In time, his grief gave way to rage. The aborted rescue mission was a subject he disciplined himself not to dwell on. Rarely would he speak of it and only to those who had played a role in the operation. The pain, the injury to pride and profession, the loss of friends, dogged him as nothing else would.
In October 1982 Freedman left Delta Force. His subsequent military record grows more murky with each passing year as he descended into increasingly sensitive and compartmented operations. On November 5, 1982, only weeks after leaving Delta, Pentagon records note he was an “infantry man (special project).” A year later he became a “special projects team member.” None of those operations have come to light.
By December 1, 1984, his record clarifies somewhat with the notation that he had been made noncommissioned officer in charge of the Interdiction Branch, a position he held until 1986. In those years he trained Delta and other Special Forces units at Fort Bragg in many of the arcane arts he had mastered. In the “interdiction” course he taught advanced marksmanship, judging distances, camouflage and concealment techniques, observation skills, and how to “deliver precise rifle fire in support of special operations.” It was the Special Forces version of Sniper School.
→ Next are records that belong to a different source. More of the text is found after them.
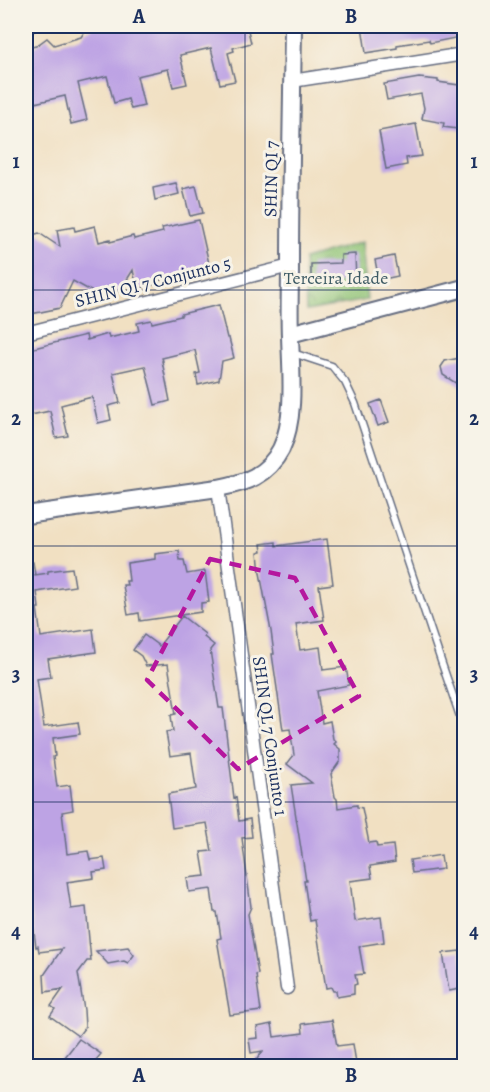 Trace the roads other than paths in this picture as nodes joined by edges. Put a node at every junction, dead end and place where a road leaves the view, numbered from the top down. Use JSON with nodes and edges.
{"nodes":[{"id":1,"x":293,"y":26,"type":"edge"},
{"id":2,"x":465,"y":54,"type":"edge"},
{"id":3,"x":292,"y":81,"type":"junction"},
{"id":4,"x":290,"y":266,"type":"junction"},
{"id":5,"x":465,"y":288,"type":"edge"},
{"id":6,"x":26,"y":333,"type":"edge"},
{"id":7,"x":290,"y":334,"type":"junction"},
{"id":8,"x":291,"y":352,"type":"junction"},
{"id":9,"x":218,"y":488,"type":"junction"},
{"id":10,"x":26,"y":515,"type":"edge"},
{"id":11,"x":465,"y":728,"type":"edge"},
{"id":12,"x":287,"y":988,"type":"dead end"}],
"edges":[{"from":1,"to":3,"type":"street","name":"SHIN QI 7"},
{"from":2,"to":3,"type":"street"},
{"from":3,"to":4,"type":"street","name":"SHIN QI 7"},
{"from":4,"to":6,"type":"street","name":"SHIN QI 7 Conjunto 5"},
{"from":4,"to":7,"type":"street","name":"SHIN QI 7"},
{"from":5,"to":7,"type":"street"},
{"from":7,"to":8,"type":"street","name":"SHIN QI 7"},
{"from":8,"to":9,"type":"street","name":"SHIN QI 7"},
{"from":8,"to":11,"type":"lane"},
{"from":9,"to":10,"type":"street","name":"SHIN QI 7"},
{"from":9,"to":12,"type":"street","name":"SHIN QL 7 Conjunto 1"}]} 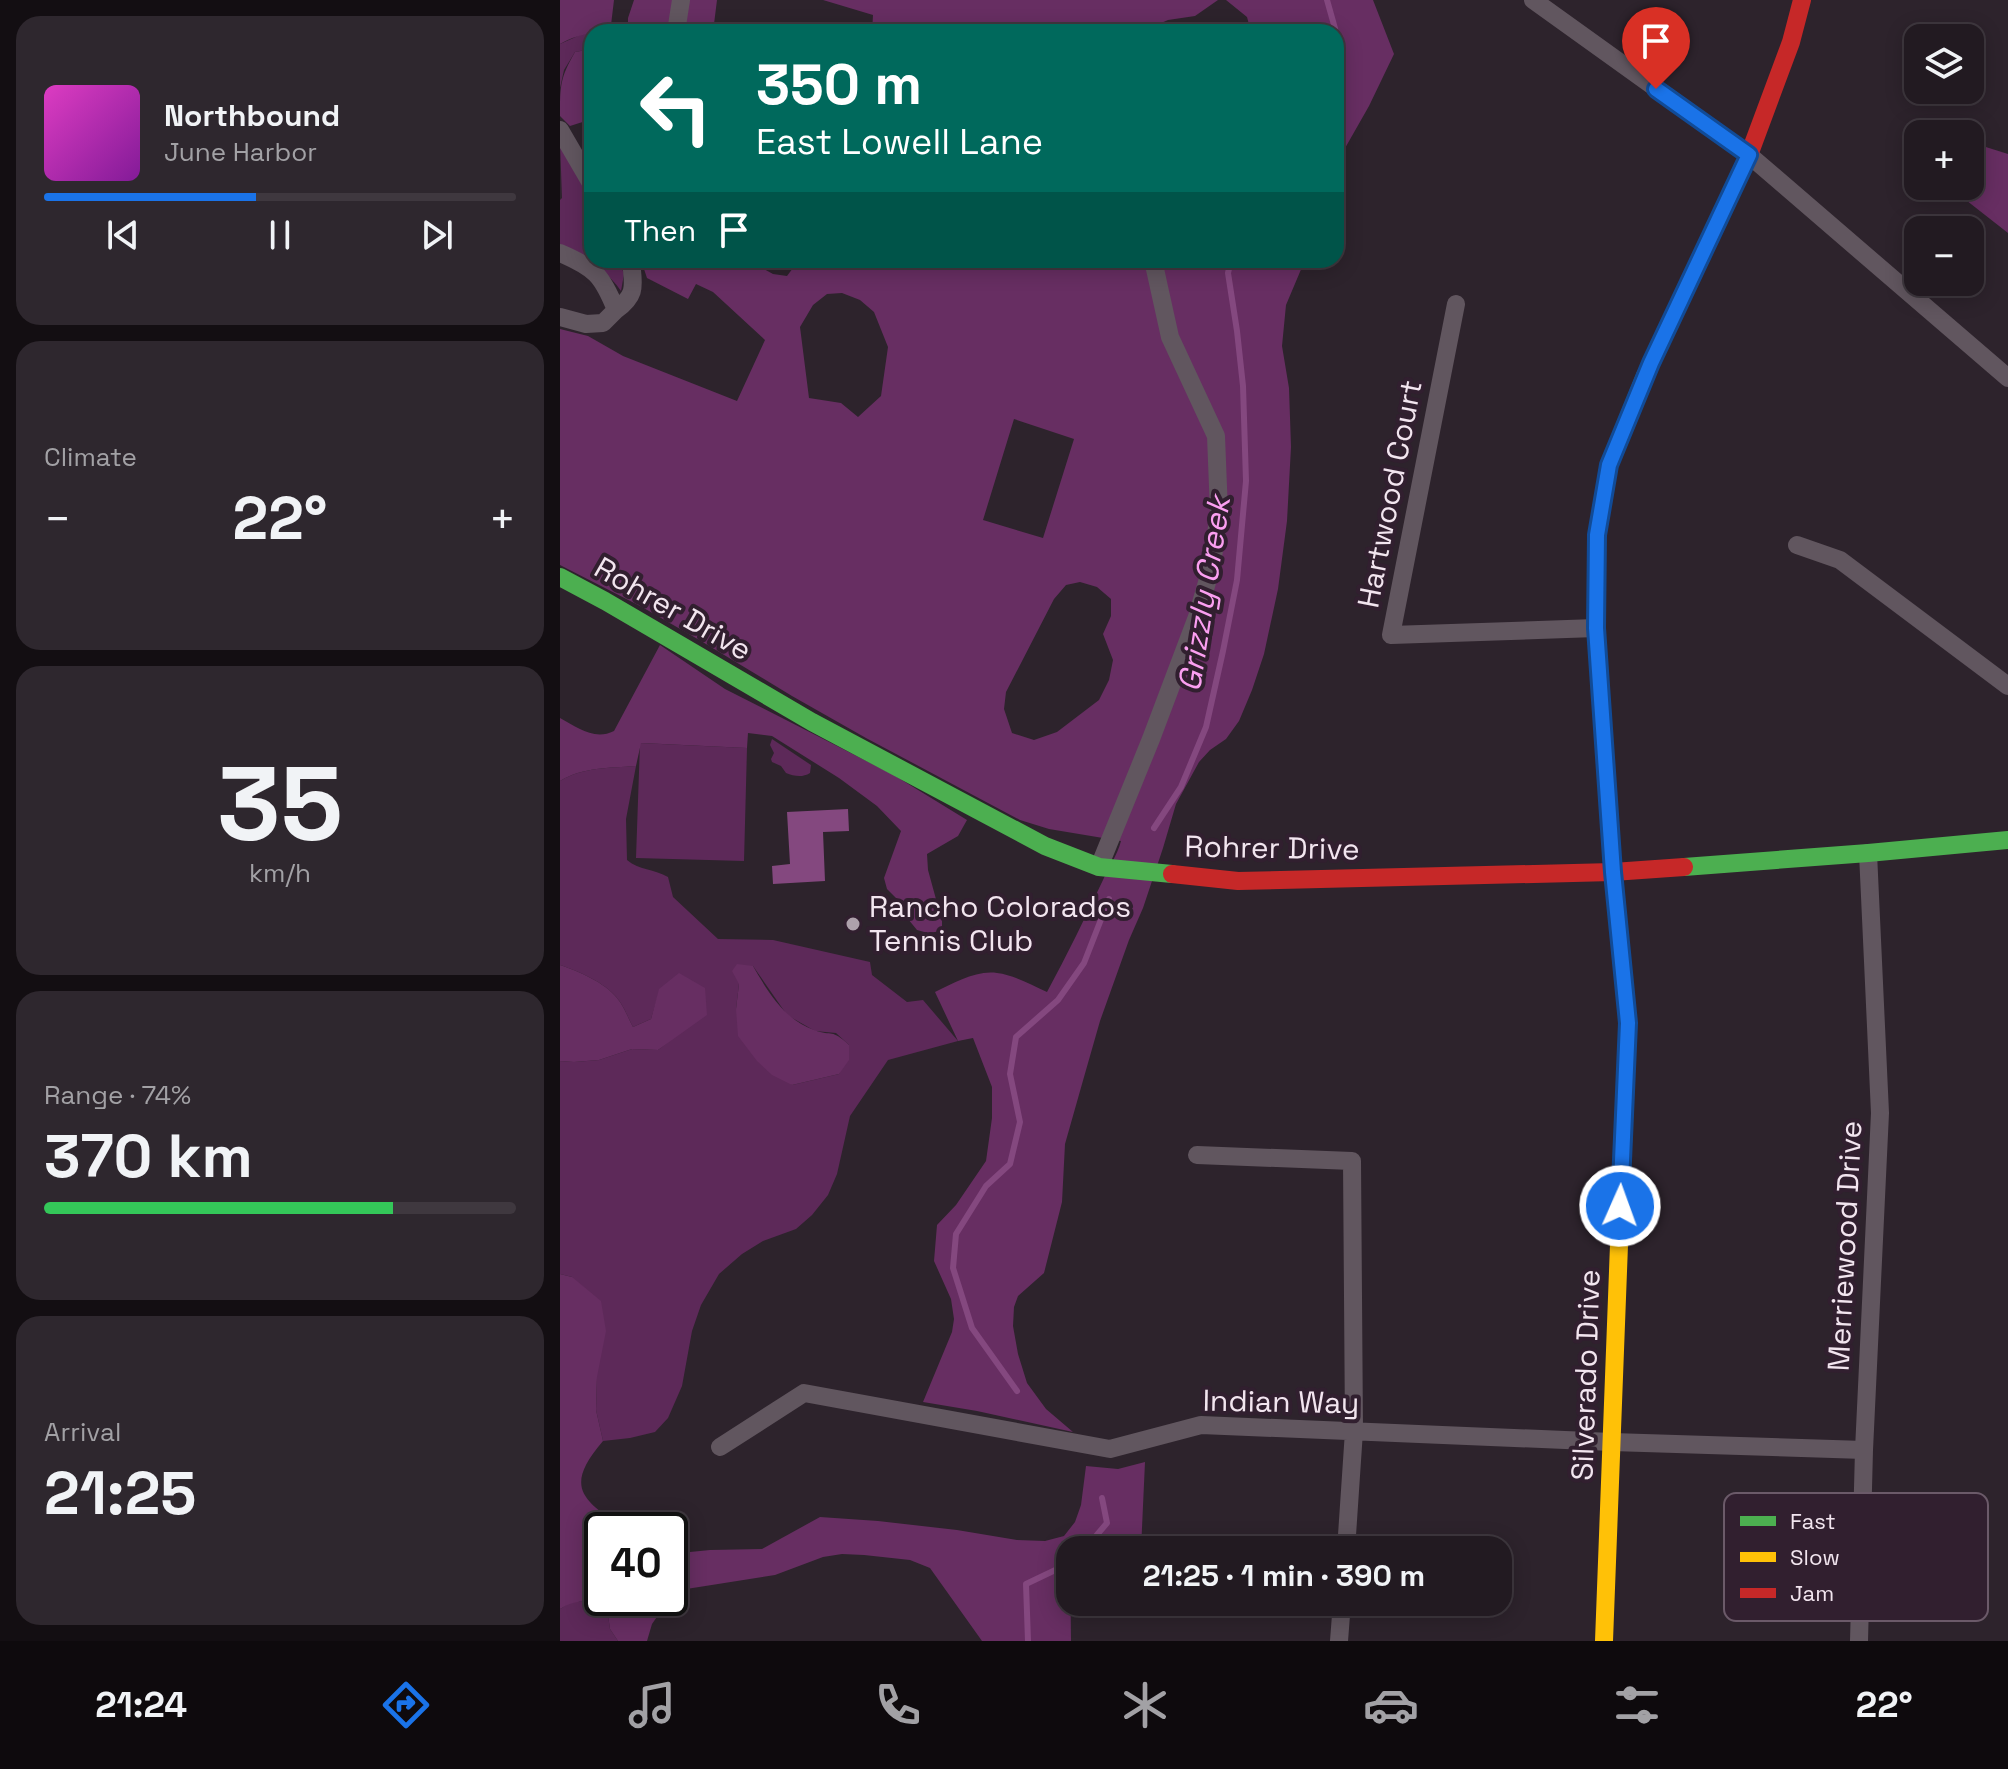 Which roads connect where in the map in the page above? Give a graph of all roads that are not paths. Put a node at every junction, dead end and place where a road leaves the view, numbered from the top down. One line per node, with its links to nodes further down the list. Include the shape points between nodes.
1 (681, 0): 4 (street)
2 (1533, 0): 6 (street)
3 (1802, 0): 6 (street, Silverado Drive)
4 (677, 24)
5 (560, 130): 7 (street)
6 (1749, 155): 16 (street); 19 (street, Silverado Drive, via 1609,465 1597,535)
7 (584, 171)
8 (560, 253): 9 (street)
9 (584, 263)
10 (590, 268): 14 (street, via 606,283)
11 (632, 268): 14 (street, via 633,289)
12 (1155, 268): 23 (street, via 1170,337 1216,436 1219,512 1212,565 1197,617)
13 (1456, 304): 19 (street, Hartwood Court, via 1391,635)
14 (616, 310): 15 (street, via 603,323)
15 (560, 317)
16 (2008, 378)
17 (1797, 545): 20 (street, via 1840,560)
18 (560, 577): 23 (street, Rohrer Drive, via 812,722 1045,846)
19 (1596, 628): 24 (street, Silverado Drive)
20 (2008, 686)
21 (2008, 840): 22 (street, Rohrer Drive)
22 (1868, 853): 24 (street, Rohrer Drive); 29 (street, Merriewood Drive, via 1880,1113)
23 (1099, 867): 24 (street, Rohrer Drive, via 1238,881)
24 (1613, 872): 27 (street, Silverado Drive, via 1628,1023)
25 (1197, 1155): 26 (street, via 1352,1161)
26 (1354, 1431): 27 (street, Indian Way); 28 (street, Indian Way, via 1201,1425 1110,1449 804,1393); 31 (street)
27 (1612, 1442): 29 (street, Indian Way); 35 (street, Silverado Drive)
28 (720, 1447)
29 (1864, 1450): 30 (street, Merriewood Drive)
30 (1863, 1493)
31 (1347, 1536)
32 (1341, 1616): 34 (street)
33 (1860, 1621): 36 (street, Merriewood Drive)
34 (1339, 1641)
35 (1604, 1641)
36 (1859, 1641)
That same year he attended a birthday party for his old Philadelphia friend Petey Altman, who was turning forty-four. Altman had been smoking pot and was stoned. Freedman avoided him throughout the evening until Altman finally cornered him. Freedman glowered, and it was clear to Altman it was over drugs. “It occurred to me that here he was literally risking his life to stop this stuff and here I was at the other end of the pipeline being the retail consumer,” recalls Altman. “That summer I gave it up altogether.”
As Freedman approached his forty-fifth birthday, his career took a turn. He temporarily left the field for a classroom at the U.S. Army Sergeant Major's Academy at Fort Bliss, Texas. There, for the first time, he got a great report card. His transcript declared: “He is a true professional of the highest caliber and has exhibited the potential to succeed in any position at any organizational level within the Department of Defense.” In August 1986 he returned to Fort Bragg as a sergeant major.
He continued to train Special Forces at Fort Bragg's John F. Kennedy Special Warfare Center and School, passing along to the next generation his skills and knowledge acquired over two decades of combat and covert missions.
But he was hardly the professorial type. He ached to get back into the fray. Talking about it was fine but no substitute for the real thing. Still running five miles a day and pumping iron, he was fit and trim and ready for action. But who would deploy a forty-nine-year-old grandfather?
He thought for a time of becoming a mercenary, perhaps working for Israel and the Mossad, the counterpart to the CIA. “You're Jewish, but you're not Israeli,” one of his senior officers cautioned him. Freedman next decided to make a run at the Drug Enforcement Agency (DEA). He had had experience in the field fighting drug operations. It seemed a perfect fit. But the DEA was not interested in someone of Freedman's age for field assignments. Freedman was crushed.
So it was by default that he turned to the CIA. A friend of his from Delta had recently joined the Agency and knew firsthand Freedman's capabilities. On February 31, 1990, Freedman retired from the military after twenty-five years in Special Forces.